El Evangelio, para quien quiera mirar y ver.

Vendo castañas

Su lugar de trabajo no mide más que un par de metros cuadrados, apenas el tamaño de una cabina de teléfonos, la chimenea de su lugar laboral la tiene en la calle, en su lumbre se calienta, frotando las manos sucias. Guarda celoso con cuidado el fruto de su sustento bajo una manta… un verdadero tesoro.

Como salidos de los cuentos de Andersen, los vendedores de castañas, pintan en nuestras aceras y calles una estampa de otro tiempo, y nos permiten soñar… todavía.
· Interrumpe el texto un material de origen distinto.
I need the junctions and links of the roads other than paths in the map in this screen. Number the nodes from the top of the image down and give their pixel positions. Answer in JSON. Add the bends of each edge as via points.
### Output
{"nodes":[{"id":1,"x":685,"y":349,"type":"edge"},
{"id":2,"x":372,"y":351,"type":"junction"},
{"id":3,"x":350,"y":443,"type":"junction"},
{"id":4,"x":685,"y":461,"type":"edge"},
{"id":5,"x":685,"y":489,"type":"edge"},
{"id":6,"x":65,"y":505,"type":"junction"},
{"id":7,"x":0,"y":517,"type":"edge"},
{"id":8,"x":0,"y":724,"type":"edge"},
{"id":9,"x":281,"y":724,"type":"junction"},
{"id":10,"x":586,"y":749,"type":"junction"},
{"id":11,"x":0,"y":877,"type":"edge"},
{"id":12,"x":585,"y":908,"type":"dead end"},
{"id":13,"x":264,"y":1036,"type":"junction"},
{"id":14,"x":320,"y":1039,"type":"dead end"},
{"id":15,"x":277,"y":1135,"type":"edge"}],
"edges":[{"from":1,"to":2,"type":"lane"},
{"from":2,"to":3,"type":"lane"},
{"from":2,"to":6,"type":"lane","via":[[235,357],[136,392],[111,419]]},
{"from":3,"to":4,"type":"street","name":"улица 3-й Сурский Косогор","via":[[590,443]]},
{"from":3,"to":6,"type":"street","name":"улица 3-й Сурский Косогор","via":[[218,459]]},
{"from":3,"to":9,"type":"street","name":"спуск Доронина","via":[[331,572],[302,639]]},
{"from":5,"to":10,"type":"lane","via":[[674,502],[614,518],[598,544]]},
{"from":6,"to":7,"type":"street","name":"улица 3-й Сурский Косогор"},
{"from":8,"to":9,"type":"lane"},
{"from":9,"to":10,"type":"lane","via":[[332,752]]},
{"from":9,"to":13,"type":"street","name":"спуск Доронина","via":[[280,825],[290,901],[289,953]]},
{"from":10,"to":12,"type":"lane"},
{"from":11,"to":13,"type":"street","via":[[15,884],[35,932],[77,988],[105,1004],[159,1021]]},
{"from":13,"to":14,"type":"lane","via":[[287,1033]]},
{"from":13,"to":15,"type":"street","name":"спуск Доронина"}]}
A su lado, el otro mundo comercial entorno, altivo, (aderezado de mil luces y brillantes adornos), riéndose y mirando de reojo, como con sorpresa, el atrevimiento de estos infiltrados comercios sin rango de tales.

Y nosotros, ¿qué?

Vamos de camino aprisa, como por una pendiente hacia la Navidad, vamos por la acera, y se nos insinúan más claramente los escaparates que se iluminan y nos guiñan sus ofertas tan apetecibles como innecesarias. Pero estos otros comercios sin escaparate, sin trastienda, son lo que ves, no pueden competir, no reclaman, no guiñan, no interrumpen tu paso, solo esperan, y te recuerdan, te avisan… ¿De qué?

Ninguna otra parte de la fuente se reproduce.